• _ASSIGNED TASK_
For each line in the data below that has the word "this", copy that line.

**** DATASET RECORDS ****

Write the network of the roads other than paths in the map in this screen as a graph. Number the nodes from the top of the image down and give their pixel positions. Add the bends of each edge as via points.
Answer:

****
**** DATASET RECORDS ****

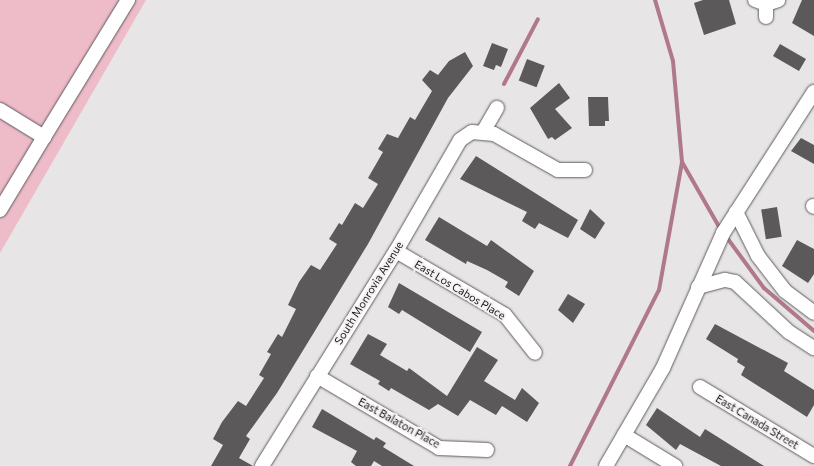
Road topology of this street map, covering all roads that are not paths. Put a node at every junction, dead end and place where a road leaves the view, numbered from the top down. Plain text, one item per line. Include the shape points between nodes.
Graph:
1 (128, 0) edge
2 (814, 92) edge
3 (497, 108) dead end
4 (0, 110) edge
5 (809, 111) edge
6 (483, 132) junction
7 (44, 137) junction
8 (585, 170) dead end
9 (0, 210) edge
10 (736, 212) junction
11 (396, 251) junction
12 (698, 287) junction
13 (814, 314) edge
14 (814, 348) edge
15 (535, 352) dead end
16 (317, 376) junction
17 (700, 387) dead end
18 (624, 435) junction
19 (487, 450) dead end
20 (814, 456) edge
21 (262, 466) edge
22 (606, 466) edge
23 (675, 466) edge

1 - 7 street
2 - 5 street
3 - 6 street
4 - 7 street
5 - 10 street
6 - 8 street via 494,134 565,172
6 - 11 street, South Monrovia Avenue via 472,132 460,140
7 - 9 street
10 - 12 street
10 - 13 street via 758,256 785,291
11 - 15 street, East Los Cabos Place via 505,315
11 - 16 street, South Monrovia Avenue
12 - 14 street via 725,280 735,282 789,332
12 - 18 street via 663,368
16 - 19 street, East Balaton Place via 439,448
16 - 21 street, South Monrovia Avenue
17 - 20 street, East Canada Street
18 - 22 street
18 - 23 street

****

• _EXERCISE RESULT_
Write the network of the roads other than paths in the map in this screen as a graph. Number the nodes from the top of the image down and give their pixel positions. Add the bends of each edge as via points.
Road topology of this street map, covering all roads that are not paths. Put a node at every junction, dead end and place where a road leaves the view, numbered from the top down. Plain text, one item per line. Include the shape points between nodes.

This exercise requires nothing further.